Write out each entry below exactly; the images do not belong in your copy.

──────── Listed entries

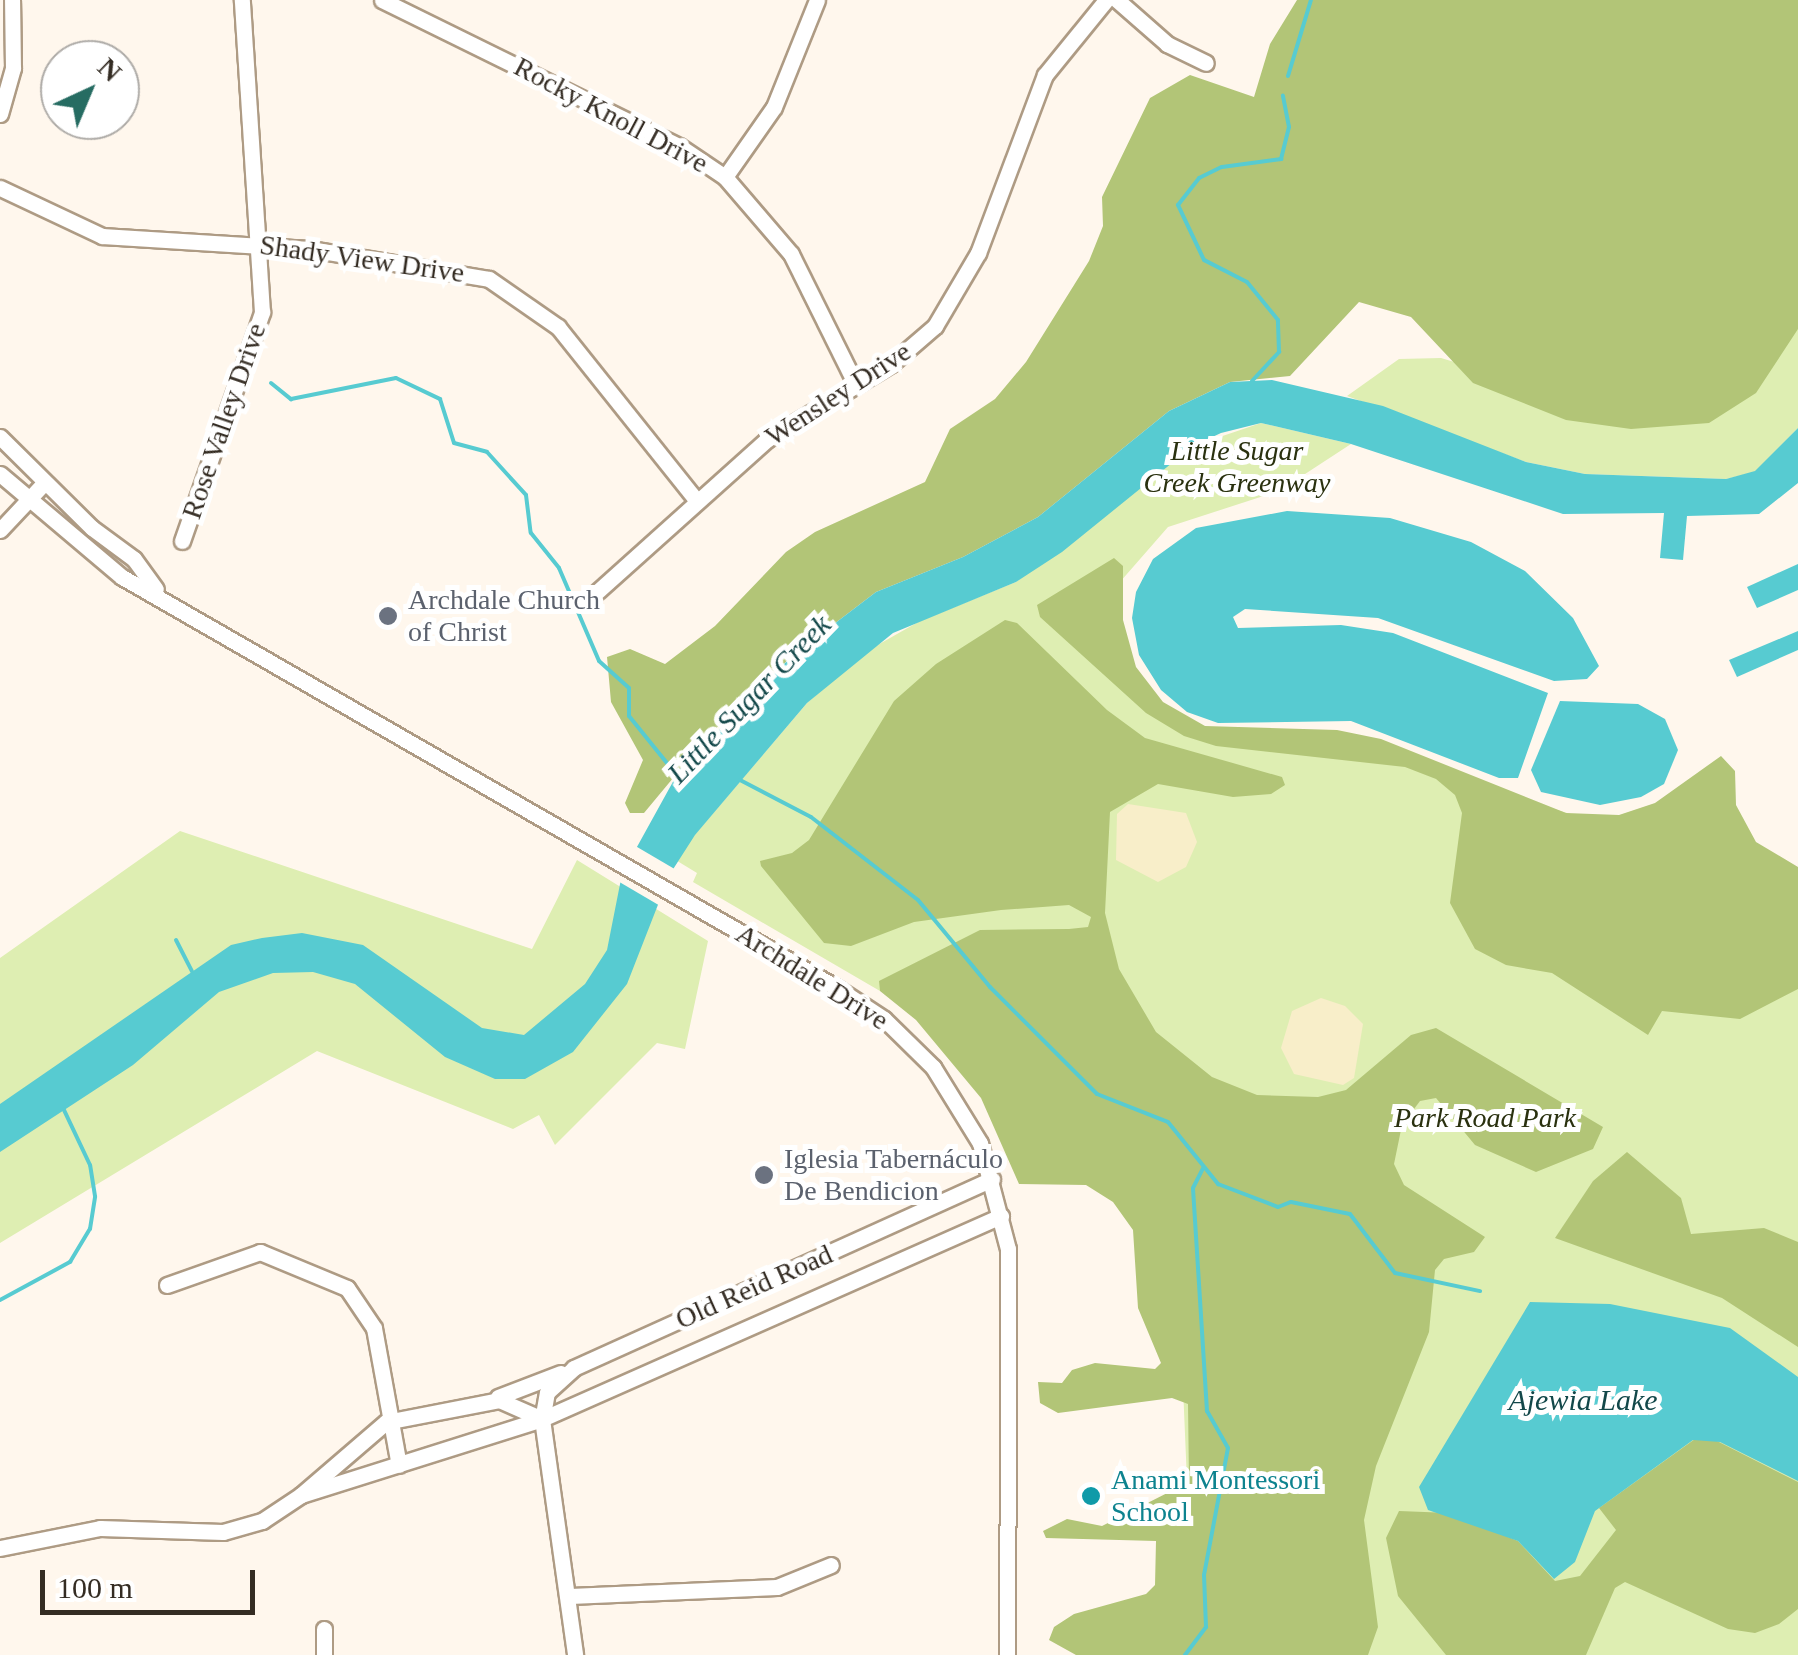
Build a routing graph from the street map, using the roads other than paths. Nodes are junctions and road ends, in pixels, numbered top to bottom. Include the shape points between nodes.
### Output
1 (12, 0) edge
2 (242, 0) edge
3 (382, 0) edge
4 (817, 0) edge
5 (1106, 0) edge
6 (1118, 0) edge
7 (1206, 63) dead end
8 (0, 114) edge
9 (725, 176) junction
10 (0, 188) edge
11 (260, 244) junction
12 (855, 383) junction
13 (0, 436) edge
14 (0, 474) edge
15 (44, 483) junction
16 (697, 500) junction
17 (26, 501) junction
18 (0, 530) edge
19 (182, 541) dead end
20 (158, 592) junction
21 (598, 592) dead end
22 (992, 1179) junction
23 (1002, 1216) junction
24 (167, 1285) dead end
25 (574, 1368) junction
26 (488, 1400) junction
27 (542, 1419) junction
28 (390, 1420) junction
29 (399, 1465) junction
30 (301, 1495) junction
31 (0, 1548) edge
32 (831, 1565) dead end
33 (570, 1596) junction
34 (324, 1628) dead end
35 (324, 1655) edge
36 (575, 1655) edge
37 (1006, 1655) edge

1 - 8 street via 14,68
2 - 11 street, Rose Valley Drive
3 - 9 street, Rocky Knoll Drive via 679,146
4 - 9 street via 774,107
5 - 12 street, Wensley Drive via 1044,75 953,303 914,347
6 - 7 street via 1167,44
9 - 12 street, Rocky Knoll Drive via 791,254
10 - 11 street, Shady View Drive via 102,236
11 - 16 street, Shady View Drive via 461,270 515,292 580,352
11 - 19 street, Rose Valley Drive via 257,339
12 - 16 street, Wensley Drive via 799,415
13 - 15 street, Archdale Drive
14 - 17 street, Archdale Drive
15 - 17 street
15 - 20 street, Archdale Drive via 134,559
16 - 21 street, Wensley Drive
17 - 18 street
17 - 20 street, Archdale Drive via 122,577
20 - 22 street, Archdale Drive via 689,901 898,1031 962,1106
22 - 23 street, Archdale Drive
22 - 25 street, Old Reid Road
23 - 27 street, Old Reid Road
23 - 37 street, Archdale Drive via 1010,1312
24 - 28 street via 260,1252 347,1288 374,1328
25 - 26 street
25 - 27 street, Old Reid Road via 547,1392
26 - 27 street via 511,1401
26 - 28 street
27 - 29 street
27 - 33 street
28 - 29 street
28 - 30 street
29 - 30 street
30 - 31 street via 274,1515 223,1532 100,1528
32 - 33 street via 777,1587
33 - 36 street
34 - 35 street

────────────────

(Finished exercise):
Build a routing graph from the street map, using the roads other than paths. Nodes are junctions and road ends, in pixels, numbered top to bottom. Include the shape points between nodes.
### Output
1 (12, 0) edge
2 (242, 0) edge
3 (382, 0) edge
4 (817, 0) edge
5 (1106, 0) edge
6 (1118, 0) edge
7 (1206, 63) dead end
8 (0, 114) edge
9 (725, 176) junction
10 (0, 188) edge
11 (260, 244) junction
12 (855, 383) junction
13 (0, 436) edge
14 (0, 474) edge
15 (44, 483) junction
16 (697, 500) junction
17 (26, 501) junction
18 (0, 530) edge
19 (182, 541) dead end
20 (158, 592) junction
21 (598, 592) dead end
22 (992, 1179) junction
23 (1002, 1216) junction
24 (167, 1285) dead end
25 (574, 1368) junction
26 (488, 1400) junction
27 (542, 1419) junction
28 (390, 1420) junction
29 (399, 1465) junction
30 (301, 1495) junction
31 (0, 1548) edge
32 (831, 1565) dead end
33 (570, 1596) junction
34 (324, 1628) dead end
35 (324, 1655) edge
36 (575, 1655) edge
37 (1006, 1655) edge

1 - 8 street via 14,68
2 - 11 street, Rose Valley Drive
3 - 9 street, Rocky Knoll Drive via 679,146
4 - 9 street via 774,107
5 - 12 street, Wensley Drive via 1044,75 953,303 914,347
6 - 7 street via 1167,44
9 - 12 street, Rocky Knoll Drive via 791,254
10 - 11 street, Shady View Drive via 102,236
11 - 16 street, Shady View Drive via 461,270 515,292 580,352
11 - 19 street, Rose Valley Drive via 257,339
12 - 16 street, Wensley Drive via 799,415
13 - 15 street, Archdale Drive
14 - 17 street, Archdale Drive
15 - 17 street
15 - 20 street, Archdale Drive via 134,559
16 - 21 street, Wensley Drive
17 - 18 street
17 - 20 street, Archdale Drive via 122,577
20 - 22 street, Archdale Drive via 689,901 898,1031 962,1106
22 - 23 street, Archdale Drive
22 - 25 street, Old Reid Road
23 - 27 street, Old Reid Road
23 - 37 street, Archdale Drive via 1010,1312
24 - 28 street via 260,1252 347,1288 374,1328
25 - 26 street
25 - 27 street, Old Reid Road via 547,1392
26 - 27 street via 511,1401
26 - 28 street
27 - 29 street
27 - 33 street
28 - 29 street
28 - 30 street
29 - 30 street
30 - 31 street via 274,1515 223,1532 100,1528
32 - 33 street via 777,1587
33 - 36 street
34 - 35 street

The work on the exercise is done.